--- START ---

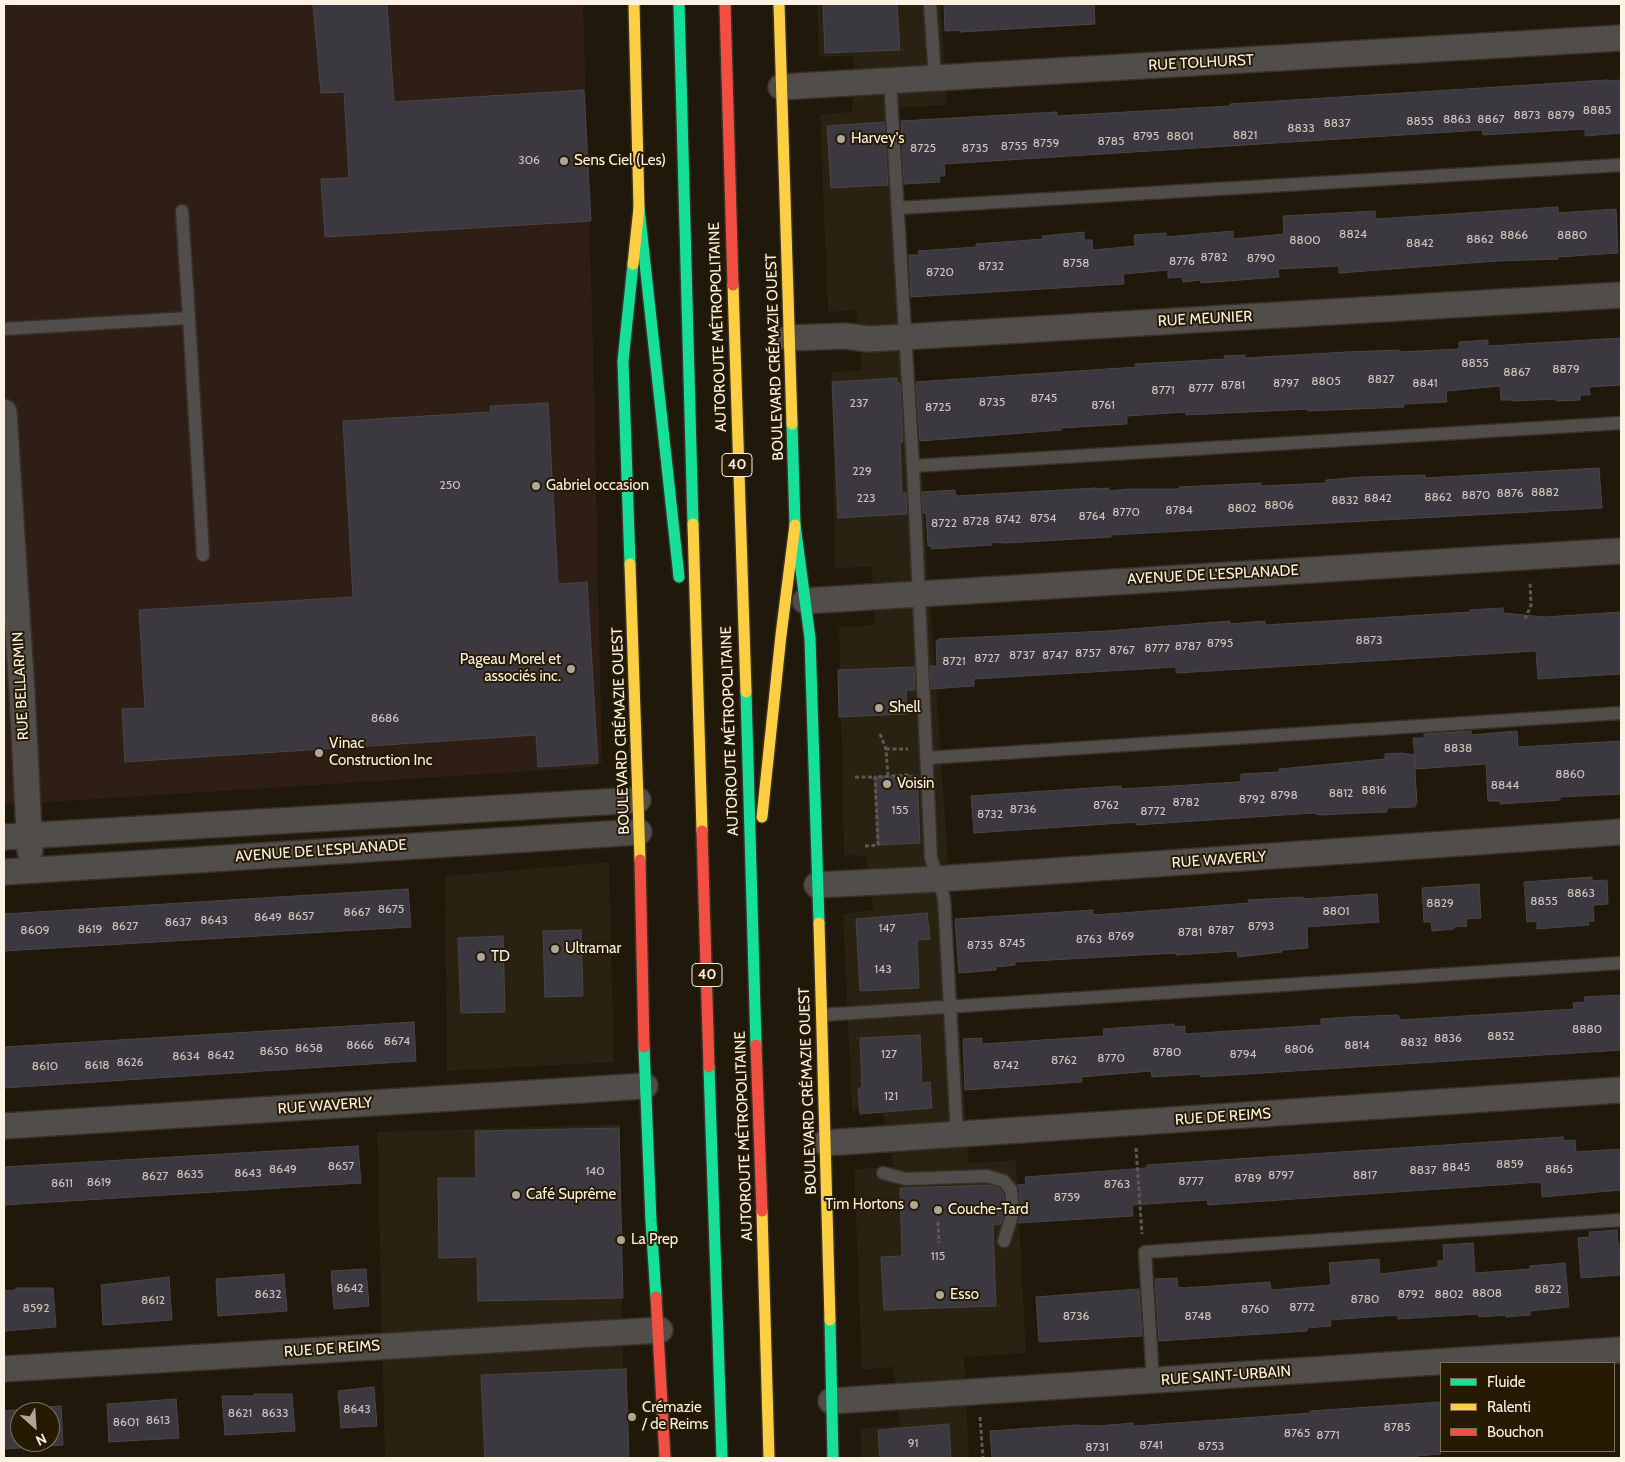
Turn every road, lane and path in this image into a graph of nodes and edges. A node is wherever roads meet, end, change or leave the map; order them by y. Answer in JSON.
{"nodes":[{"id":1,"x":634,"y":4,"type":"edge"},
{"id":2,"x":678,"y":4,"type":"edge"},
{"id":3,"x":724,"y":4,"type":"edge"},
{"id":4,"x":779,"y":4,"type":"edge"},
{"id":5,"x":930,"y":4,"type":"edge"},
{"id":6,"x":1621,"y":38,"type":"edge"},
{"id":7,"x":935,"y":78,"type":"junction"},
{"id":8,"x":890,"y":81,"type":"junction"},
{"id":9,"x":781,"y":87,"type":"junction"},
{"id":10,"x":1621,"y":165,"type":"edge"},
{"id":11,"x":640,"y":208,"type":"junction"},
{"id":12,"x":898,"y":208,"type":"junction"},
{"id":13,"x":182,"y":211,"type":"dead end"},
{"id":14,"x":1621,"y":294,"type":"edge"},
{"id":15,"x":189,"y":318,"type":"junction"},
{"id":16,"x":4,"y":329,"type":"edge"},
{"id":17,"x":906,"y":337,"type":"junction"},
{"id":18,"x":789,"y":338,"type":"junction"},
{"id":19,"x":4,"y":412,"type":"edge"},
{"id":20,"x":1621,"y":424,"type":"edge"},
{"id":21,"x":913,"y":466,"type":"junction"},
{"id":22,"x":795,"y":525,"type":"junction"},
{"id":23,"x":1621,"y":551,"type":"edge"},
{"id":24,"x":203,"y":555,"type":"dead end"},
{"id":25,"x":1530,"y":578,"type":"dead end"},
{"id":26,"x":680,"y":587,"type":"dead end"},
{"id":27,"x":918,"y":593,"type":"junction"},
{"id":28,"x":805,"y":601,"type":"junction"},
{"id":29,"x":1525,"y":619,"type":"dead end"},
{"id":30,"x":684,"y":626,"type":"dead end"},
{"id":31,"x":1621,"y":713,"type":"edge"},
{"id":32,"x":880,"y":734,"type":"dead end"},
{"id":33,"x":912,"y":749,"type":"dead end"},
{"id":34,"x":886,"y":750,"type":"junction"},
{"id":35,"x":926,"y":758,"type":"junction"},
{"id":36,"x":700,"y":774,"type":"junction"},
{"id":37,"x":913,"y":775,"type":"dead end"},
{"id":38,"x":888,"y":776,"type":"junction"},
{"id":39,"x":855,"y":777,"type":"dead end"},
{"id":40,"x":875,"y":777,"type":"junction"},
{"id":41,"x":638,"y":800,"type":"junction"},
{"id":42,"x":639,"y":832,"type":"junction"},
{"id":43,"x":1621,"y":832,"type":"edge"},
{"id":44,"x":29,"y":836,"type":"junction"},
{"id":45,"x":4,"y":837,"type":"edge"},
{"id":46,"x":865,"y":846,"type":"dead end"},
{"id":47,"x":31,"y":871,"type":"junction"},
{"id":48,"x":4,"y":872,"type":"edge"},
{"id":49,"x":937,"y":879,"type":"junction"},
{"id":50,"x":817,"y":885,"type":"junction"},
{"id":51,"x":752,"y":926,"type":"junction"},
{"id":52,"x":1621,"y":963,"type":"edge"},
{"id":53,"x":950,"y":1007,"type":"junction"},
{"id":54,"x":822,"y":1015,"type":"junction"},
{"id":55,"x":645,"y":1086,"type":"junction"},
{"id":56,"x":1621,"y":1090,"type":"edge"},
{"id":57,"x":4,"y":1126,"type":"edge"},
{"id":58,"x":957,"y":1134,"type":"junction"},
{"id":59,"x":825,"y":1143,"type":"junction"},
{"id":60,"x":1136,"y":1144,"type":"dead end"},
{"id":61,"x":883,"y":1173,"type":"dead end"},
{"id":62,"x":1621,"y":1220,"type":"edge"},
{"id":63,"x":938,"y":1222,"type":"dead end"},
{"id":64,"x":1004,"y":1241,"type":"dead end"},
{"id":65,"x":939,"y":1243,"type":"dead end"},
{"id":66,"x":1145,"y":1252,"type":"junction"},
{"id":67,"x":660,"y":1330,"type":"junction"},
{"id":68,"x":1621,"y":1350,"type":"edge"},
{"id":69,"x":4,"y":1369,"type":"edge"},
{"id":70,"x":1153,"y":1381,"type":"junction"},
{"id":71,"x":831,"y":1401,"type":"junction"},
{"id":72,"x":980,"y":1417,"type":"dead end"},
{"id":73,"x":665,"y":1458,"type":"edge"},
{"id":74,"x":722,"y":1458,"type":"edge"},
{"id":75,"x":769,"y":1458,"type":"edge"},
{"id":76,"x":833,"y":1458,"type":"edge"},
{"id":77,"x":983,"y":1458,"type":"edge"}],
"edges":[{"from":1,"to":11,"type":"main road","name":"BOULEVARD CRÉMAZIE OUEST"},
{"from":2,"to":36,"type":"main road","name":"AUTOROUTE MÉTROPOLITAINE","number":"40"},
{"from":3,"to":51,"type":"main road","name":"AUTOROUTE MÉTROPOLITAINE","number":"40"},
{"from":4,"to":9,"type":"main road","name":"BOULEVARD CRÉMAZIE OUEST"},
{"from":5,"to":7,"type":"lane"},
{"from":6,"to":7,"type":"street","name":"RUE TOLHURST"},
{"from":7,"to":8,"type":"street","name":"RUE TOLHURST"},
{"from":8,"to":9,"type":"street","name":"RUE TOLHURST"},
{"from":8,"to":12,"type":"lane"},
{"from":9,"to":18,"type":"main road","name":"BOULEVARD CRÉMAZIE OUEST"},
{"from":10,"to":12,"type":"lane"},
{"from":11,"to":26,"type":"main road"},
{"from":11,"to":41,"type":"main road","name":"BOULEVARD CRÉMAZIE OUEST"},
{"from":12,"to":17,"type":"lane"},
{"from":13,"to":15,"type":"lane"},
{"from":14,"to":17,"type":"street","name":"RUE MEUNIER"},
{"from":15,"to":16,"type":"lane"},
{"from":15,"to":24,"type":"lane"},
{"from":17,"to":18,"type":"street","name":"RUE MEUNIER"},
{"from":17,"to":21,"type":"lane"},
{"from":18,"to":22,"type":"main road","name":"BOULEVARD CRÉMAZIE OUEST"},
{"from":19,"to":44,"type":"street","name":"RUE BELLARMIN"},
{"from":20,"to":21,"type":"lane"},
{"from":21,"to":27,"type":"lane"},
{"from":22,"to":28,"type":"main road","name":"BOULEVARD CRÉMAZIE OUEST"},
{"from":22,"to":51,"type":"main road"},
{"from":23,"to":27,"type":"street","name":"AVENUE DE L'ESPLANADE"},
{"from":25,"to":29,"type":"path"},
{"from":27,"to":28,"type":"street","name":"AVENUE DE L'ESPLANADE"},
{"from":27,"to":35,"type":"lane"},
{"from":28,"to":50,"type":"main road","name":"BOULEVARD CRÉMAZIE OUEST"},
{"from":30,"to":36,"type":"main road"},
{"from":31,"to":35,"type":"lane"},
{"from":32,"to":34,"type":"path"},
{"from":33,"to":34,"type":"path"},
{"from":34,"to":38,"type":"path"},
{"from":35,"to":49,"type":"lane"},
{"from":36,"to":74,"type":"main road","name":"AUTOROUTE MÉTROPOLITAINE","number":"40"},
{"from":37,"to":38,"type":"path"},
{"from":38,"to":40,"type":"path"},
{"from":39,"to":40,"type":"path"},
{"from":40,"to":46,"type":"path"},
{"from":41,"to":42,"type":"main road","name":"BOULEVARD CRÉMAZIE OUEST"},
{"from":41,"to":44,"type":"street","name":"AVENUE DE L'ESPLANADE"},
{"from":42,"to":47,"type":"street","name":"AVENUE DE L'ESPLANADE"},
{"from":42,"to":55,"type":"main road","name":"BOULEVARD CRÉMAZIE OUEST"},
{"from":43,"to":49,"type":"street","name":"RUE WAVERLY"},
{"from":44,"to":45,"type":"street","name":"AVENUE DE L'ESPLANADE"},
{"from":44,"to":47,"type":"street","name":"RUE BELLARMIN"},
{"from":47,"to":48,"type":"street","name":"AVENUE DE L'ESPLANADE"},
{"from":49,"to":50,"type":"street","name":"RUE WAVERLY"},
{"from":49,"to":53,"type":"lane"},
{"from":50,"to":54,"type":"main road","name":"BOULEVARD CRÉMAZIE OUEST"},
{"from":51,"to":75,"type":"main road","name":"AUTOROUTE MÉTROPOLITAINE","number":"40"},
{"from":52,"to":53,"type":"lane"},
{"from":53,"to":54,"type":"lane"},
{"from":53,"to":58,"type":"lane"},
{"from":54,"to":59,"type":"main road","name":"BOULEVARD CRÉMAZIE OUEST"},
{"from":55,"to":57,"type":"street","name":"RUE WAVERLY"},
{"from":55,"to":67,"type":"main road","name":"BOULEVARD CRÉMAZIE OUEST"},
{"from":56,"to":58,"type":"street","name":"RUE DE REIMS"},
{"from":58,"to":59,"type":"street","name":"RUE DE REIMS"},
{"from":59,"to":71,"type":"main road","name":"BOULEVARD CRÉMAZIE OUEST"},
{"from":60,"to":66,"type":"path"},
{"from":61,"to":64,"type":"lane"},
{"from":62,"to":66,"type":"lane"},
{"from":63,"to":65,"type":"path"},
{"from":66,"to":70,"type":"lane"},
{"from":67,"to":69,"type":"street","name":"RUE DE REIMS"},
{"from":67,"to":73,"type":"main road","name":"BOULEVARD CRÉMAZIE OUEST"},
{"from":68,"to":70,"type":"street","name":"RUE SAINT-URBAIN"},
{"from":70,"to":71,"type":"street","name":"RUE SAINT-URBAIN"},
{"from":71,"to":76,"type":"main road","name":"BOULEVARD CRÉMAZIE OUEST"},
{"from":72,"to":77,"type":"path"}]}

--- END ---

• **WHAT IS REQUIRED**
I would like you to report every line in the listing above that contains "BELLARMIN".

• **OUTPUT**
{"from":19,"to":44,"type":"street","name":"RUE BELLARMIN"},
{"from":44,"to":47,"type":"street","name":"RUE BELLARMIN"},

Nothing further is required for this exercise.